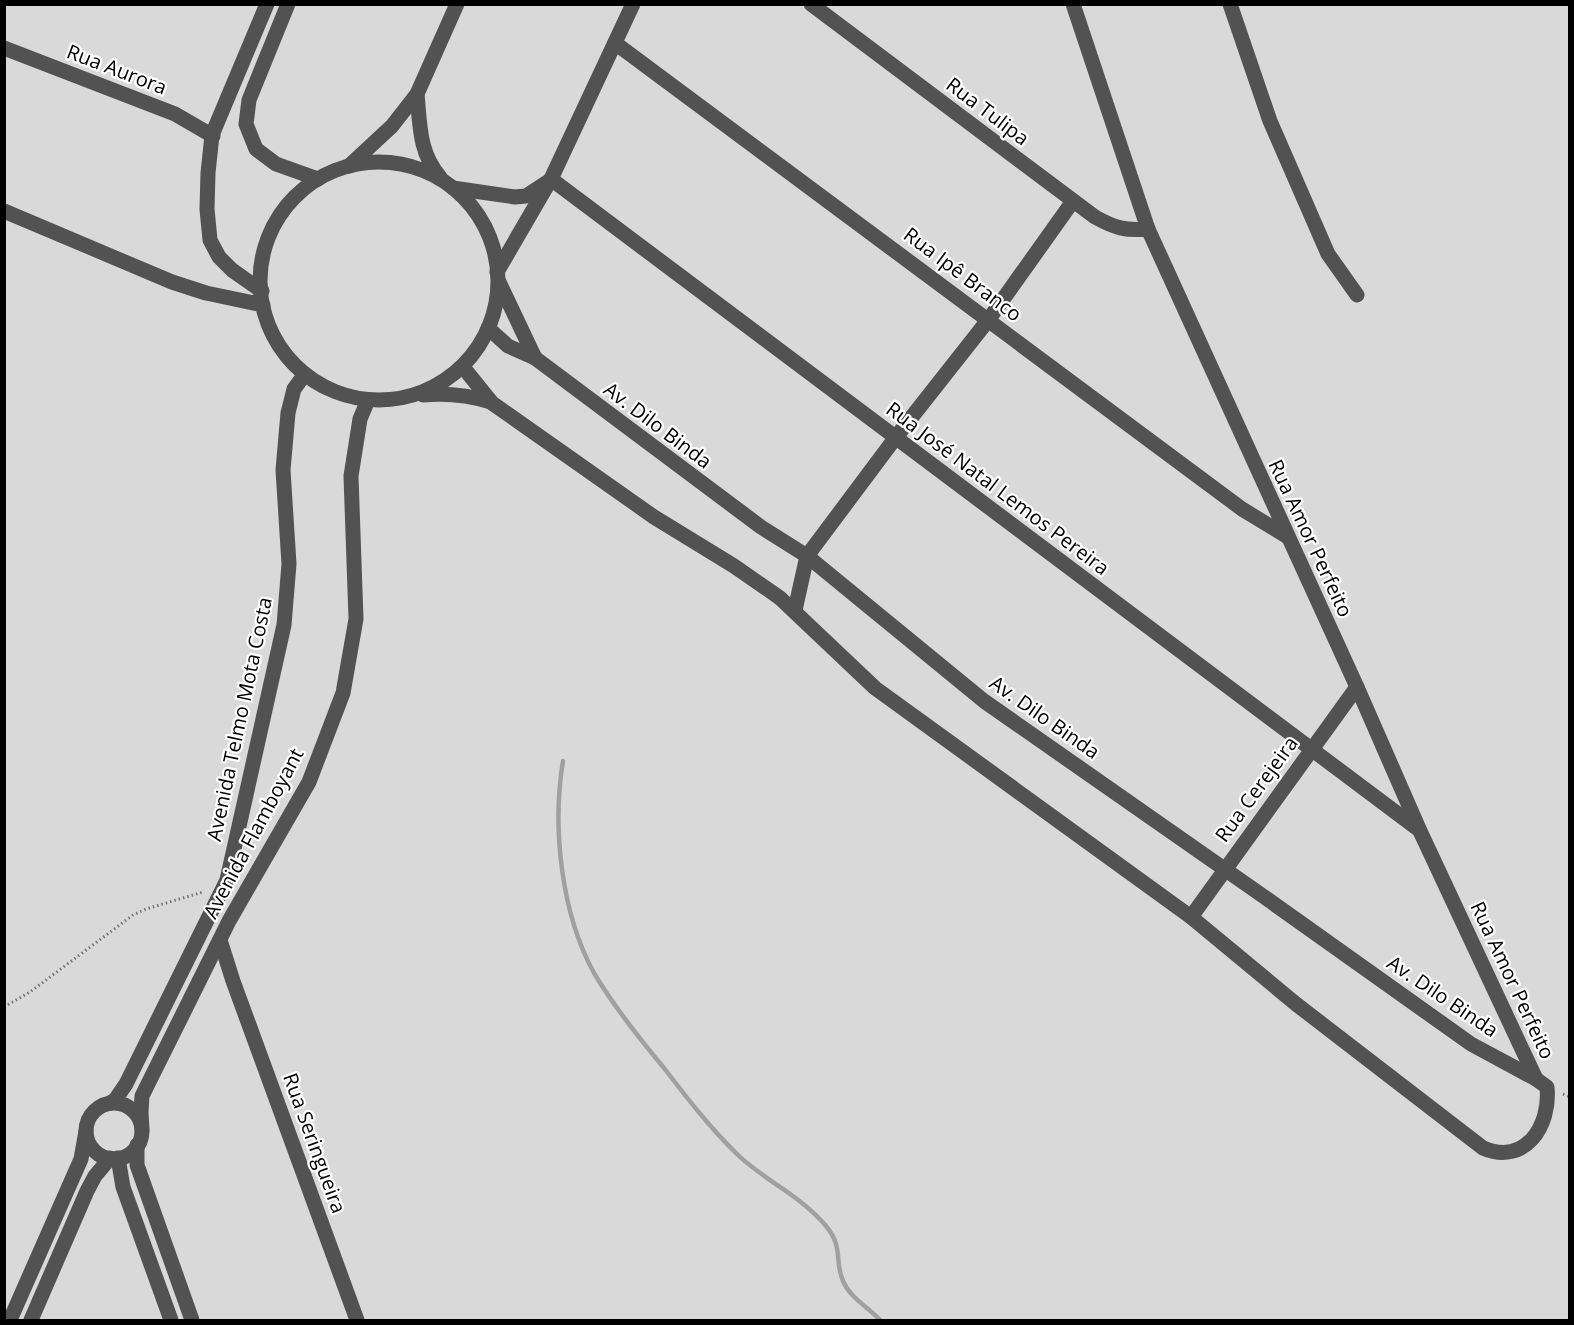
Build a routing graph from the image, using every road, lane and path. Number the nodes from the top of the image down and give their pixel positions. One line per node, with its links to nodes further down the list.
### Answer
1 (267, 4): 11 (street)
2 (288, 4): 13 (street)
3 (457, 4): 10 (street)
4 (633, 4): 8 (street)
5 (811, 4): 16 (street, Rua Tulipa)
6 (1230, 4): 20 (street)
7 (1073, 6): 18 (street, Rua Amor Perfeito)
8 (615, 43): 14 (street); 22 (street, Rua Ipê Branco)
9 (4, 48): 11 (street, Rua Aurora)
10 (417, 94): 12 (street); 15 (street)
11 (213, 136): 21 (street)
12 (349, 166): 13 (street); 15 (street)
13 (318, 179): 21 (street)
14 (551, 179): 15 (street); 19 (street); 30 (street, Rua José Natal Lemos Pereira)
15 (449, 185): 19 (street)
16 (1073, 201): 18 (street, Rua Tulipa); 22 (street)
17 (4, 211): 21 (street)
18 (1148, 229): 31 (street, Rua Amor Perfeito)
19 (497, 276): 23 (street); 24 (street)
20 (1357, 295)
21 (262, 298): 26 (street)
22 (988, 319): 30 (street); 31 (street, Rua Ipê Branco)
23 (488, 327): 24 (street); 25 (street)
24 (535, 358): 32 (street, Av. Dilo Binda)
25 (463, 367): 27 (street); 29 (street)
26 (305, 374): 28 (street); 38 (street, Avenida Telmo Mota Costa)
27 (411, 396): 28 (street); 29 (street)
28 (368, 400): 40 (street, Avenida Flamboyant)
29 (492, 403): 33 (street)
30 (896, 437): 32 (street); 35 (street, Rua José Natal Lemos Pereira)
31 (1288, 537): 34 (street, Rua Amor Perfeito)
32 (807, 556): 33 (street); 37 (street, Av. Dilo Binda)
33 (795, 610): 39 (street)
34 (1357, 687): 35 (street, Rua Cerejeira); 36 (street, Rua Amor Perfeito)
35 (1311, 749): 36 (street, Rua José Natal Lemos Pereira); 37 (street, Rua Cerejeira)
36 (1420, 831): 45 (street, Rua Amor Perfeito)
37 (1225, 869): 39 (street, Rua Cerejeira); 45 (street, Av. Dilo Binda)
38 (222, 889): 41 (street, Avenida Flamboyant); 44 (path)
39 (1191, 917): 45 (street)
40 (220, 940): 42 (street, Avenida Flamboyant); 43 (street, Rua Seringueira)
41 (186, 963): 42 (street); 46 (street, Avenida Flamboyant)
42 (203, 972): 43 (street); 48 (street, Avenida Flamboyant)
43 (233, 981): 54 (street, Rua Seringueira)
44 (4, 1006)
45 (1542, 1083)
46 (110, 1103): 47 (street); 48 (street)
47 (86, 1131): 49 (street); 50 (street)
48 (140, 1138): 49 (street); 53 (street, Avenida Flamboyant)
49 (114, 1158): 51 (street); 52 (street)
50 (10, 1320)
51 (31, 1320)
52 (171, 1320)
53 (192, 1320)
54 (357, 1320)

------------------------------------

• [What is needed] Lines with the word "Seringueira": copy each one from the data above.

• [Reply to the task]
40 (220, 940): 42 (street, Avenida Flamboyant); 43 (street, Rua Seringueira)
43 (233, 981): 54 (street, Rua Seringueira)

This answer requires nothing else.